- [REQUIRED WORK]
Output the data in full. Keep every entry exactly as written.

- [ENTRIES SUPPLIED]
•••••
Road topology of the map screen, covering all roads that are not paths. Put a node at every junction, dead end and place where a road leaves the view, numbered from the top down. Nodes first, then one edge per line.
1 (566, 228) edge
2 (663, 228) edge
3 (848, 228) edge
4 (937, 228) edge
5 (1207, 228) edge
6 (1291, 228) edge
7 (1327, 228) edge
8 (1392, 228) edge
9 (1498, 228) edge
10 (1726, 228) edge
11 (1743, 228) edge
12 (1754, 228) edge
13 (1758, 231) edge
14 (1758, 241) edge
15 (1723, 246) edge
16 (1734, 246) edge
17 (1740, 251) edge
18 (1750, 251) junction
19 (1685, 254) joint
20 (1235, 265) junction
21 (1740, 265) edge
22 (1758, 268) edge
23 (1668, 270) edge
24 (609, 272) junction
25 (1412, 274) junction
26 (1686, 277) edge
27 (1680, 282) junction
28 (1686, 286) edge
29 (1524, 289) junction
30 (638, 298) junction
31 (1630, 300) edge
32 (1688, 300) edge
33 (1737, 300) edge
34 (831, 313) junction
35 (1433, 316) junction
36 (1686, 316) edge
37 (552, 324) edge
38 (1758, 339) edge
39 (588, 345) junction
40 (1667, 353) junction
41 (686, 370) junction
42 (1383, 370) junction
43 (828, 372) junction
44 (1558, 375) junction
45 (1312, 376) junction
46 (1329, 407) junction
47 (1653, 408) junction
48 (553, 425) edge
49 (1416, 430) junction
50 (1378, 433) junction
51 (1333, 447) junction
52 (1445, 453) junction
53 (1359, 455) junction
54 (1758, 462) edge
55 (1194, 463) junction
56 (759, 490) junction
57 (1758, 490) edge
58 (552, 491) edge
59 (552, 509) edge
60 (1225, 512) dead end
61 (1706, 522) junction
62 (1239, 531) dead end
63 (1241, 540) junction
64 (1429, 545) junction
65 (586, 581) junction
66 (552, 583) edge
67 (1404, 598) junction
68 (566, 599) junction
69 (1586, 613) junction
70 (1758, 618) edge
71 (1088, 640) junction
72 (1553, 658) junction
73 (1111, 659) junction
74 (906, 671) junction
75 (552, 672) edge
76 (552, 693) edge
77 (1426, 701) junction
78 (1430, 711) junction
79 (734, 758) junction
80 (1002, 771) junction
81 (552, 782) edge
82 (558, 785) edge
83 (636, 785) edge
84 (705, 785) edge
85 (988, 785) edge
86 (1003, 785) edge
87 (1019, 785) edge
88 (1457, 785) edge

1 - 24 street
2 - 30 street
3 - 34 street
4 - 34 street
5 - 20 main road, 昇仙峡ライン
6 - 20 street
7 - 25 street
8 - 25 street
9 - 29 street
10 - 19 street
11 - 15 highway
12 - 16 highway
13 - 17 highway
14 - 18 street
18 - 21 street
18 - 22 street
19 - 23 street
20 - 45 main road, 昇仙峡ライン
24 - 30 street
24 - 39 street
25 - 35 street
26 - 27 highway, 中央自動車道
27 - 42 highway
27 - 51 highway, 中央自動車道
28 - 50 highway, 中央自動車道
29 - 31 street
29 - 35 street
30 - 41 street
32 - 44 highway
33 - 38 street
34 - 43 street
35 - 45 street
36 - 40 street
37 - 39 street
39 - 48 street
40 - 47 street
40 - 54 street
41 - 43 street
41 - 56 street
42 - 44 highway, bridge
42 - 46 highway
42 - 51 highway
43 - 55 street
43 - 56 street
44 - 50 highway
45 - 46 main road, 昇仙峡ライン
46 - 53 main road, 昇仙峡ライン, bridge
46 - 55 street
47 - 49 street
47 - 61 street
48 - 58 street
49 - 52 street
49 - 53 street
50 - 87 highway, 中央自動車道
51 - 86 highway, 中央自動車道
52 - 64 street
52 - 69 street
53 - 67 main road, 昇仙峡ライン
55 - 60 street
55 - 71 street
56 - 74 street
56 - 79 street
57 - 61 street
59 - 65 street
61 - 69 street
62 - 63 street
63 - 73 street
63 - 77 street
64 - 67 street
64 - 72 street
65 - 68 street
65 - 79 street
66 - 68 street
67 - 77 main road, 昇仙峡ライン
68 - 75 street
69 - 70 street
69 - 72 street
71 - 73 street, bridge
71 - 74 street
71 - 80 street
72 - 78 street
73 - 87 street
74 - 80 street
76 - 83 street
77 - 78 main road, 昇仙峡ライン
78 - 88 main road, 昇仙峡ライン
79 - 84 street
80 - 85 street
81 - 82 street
•••••
- [RESULT OF THIS TASK]
Road topology of the map screen, covering all roads that are not paths. Put a node at every junction, dead end and place where a road leaves the view, numbered from the top down. Nodes first, then one edge per line.
1 (566, 228) edge
2 (663, 228) edge
3 (848, 228) edge
4 (937, 228) edge
5 (1207, 228) edge
6 (1291, 228) edge
7 (1327, 228) edge
8 (1392, 228) edge
9 (1498, 228) edge
10 (1726, 228) edge
11 (1743, 228) edge
12 (1754, 228) edge
13 (1758, 231) edge
14 (1758, 241) edge
15 (1723, 246) edge
16 (1734, 246) edge
17 (1740, 251) edge
18 (1750, 251) junction
19 (1685, 254) joint
20 (1235, 265) junction
21 (1740, 265) edge
22 (1758, 268) edge
23 (1668, 270) edge
24 (609, 272) junction
25 (1412, 274) junction
26 (1686, 277) edge
27 (1680, 282) junction
28 (1686, 286) edge
29 (1524, 289) junction
30 (638, 298) junction
31 (1630, 300) edge
32 (1688, 300) edge
33 (1737, 300) edge
34 (831, 313) junction
35 (1433, 316) junction
36 (1686, 316) edge
37 (552, 324) edge
38 (1758, 339) edge
39 (588, 345) junction
40 (1667, 353) junction
41 (686, 370) junction
42 (1383, 370) junction
43 (828, 372) junction
44 (1558, 375) junction
45 (1312, 376) junction
46 (1329, 407) junction
47 (1653, 408) junction
48 (553, 425) edge
49 (1416, 430) junction
50 (1378, 433) junction
51 (1333, 447) junction
52 (1445, 453) junction
53 (1359, 455) junction
54 (1758, 462) edge
55 (1194, 463) junction
56 (759, 490) junction
57 (1758, 490) edge
58 (552, 491) edge
59 (552, 509) edge
60 (1225, 512) dead end
61 (1706, 522) junction
62 (1239, 531) dead end
63 (1241, 540) junction
64 (1429, 545) junction
65 (586, 581) junction
66 (552, 583) edge
67 (1404, 598) junction
68 (566, 599) junction
69 (1586, 613) junction
70 (1758, 618) edge
71 (1088, 640) junction
72 (1553, 658) junction
73 (1111, 659) junction
74 (906, 671) junction
75 (552, 672) edge
76 (552, 693) edge
77 (1426, 701) junction
78 (1430, 711) junction
79 (734, 758) junction
80 (1002, 771) junction
81 (552, 782) edge
82 (558, 785) edge
83 (636, 785) edge
84 (705, 785) edge
85 (988, 785) edge
86 (1003, 785) edge
87 (1019, 785) edge
88 (1457, 785) edge

1 - 24 street
2 - 30 street
3 - 34 street
4 - 34 street
5 - 20 main road, 昇仙峡ライン
6 - 20 street
7 - 25 street
8 - 25 street
9 - 29 street
10 - 19 street
11 - 15 highway
12 - 16 highway
13 - 17 highway
14 - 18 street
18 - 21 street
18 - 22 street
19 - 23 street
20 - 45 main road, 昇仙峡ライン
24 - 30 street
24 - 39 street
25 - 35 street
26 - 27 highway, 中央自動車道
27 - 42 highway
27 - 51 highway, 中央自動車道
28 - 50 highway, 中央自動車道
29 - 31 street
29 - 35 street
30 - 41 street
32 - 44 highway
33 - 38 street
34 - 43 street
35 - 45 street
36 - 40 street
37 - 39 street
39 - 48 street
40 - 47 street
40 - 54 street
41 - 43 street
41 - 56 street
42 - 44 highway, bridge
42 - 46 highway
42 - 51 highway
43 - 55 street
43 - 56 street
44 - 50 highway
45 - 46 main road, 昇仙峡ライン
46 - 53 main road, 昇仙峡ライン, bridge
46 - 55 street
47 - 49 street
47 - 61 street
48 - 58 street
49 - 52 street
49 - 53 street
50 - 87 highway, 中央自動車道
51 - 86 highway, 中央自動車道
52 - 64 street
52 - 69 street
53 - 67 main road, 昇仙峡ライン
55 - 60 street
55 - 71 street
56 - 74 street
56 - 79 street
57 - 61 street
59 - 65 street
61 - 69 street
62 - 63 street
63 - 73 street
63 - 77 street
64 - 67 street
64 - 72 street
65 - 68 street
65 - 79 street
66 - 68 street
67 - 77 main road, 昇仙峡ライン
68 - 75 street
69 - 70 street
69 - 72 street
71 - 73 street, bridge
71 - 74 street
71 - 80 street
72 - 78 street
73 - 87 street
74 - 80 street
76 - 83 street
77 - 78 main road, 昇仙峡ライン
78 - 88 main road, 昇仙峡ライン
79 - 84 street
80 - 85 street
81 - 82 street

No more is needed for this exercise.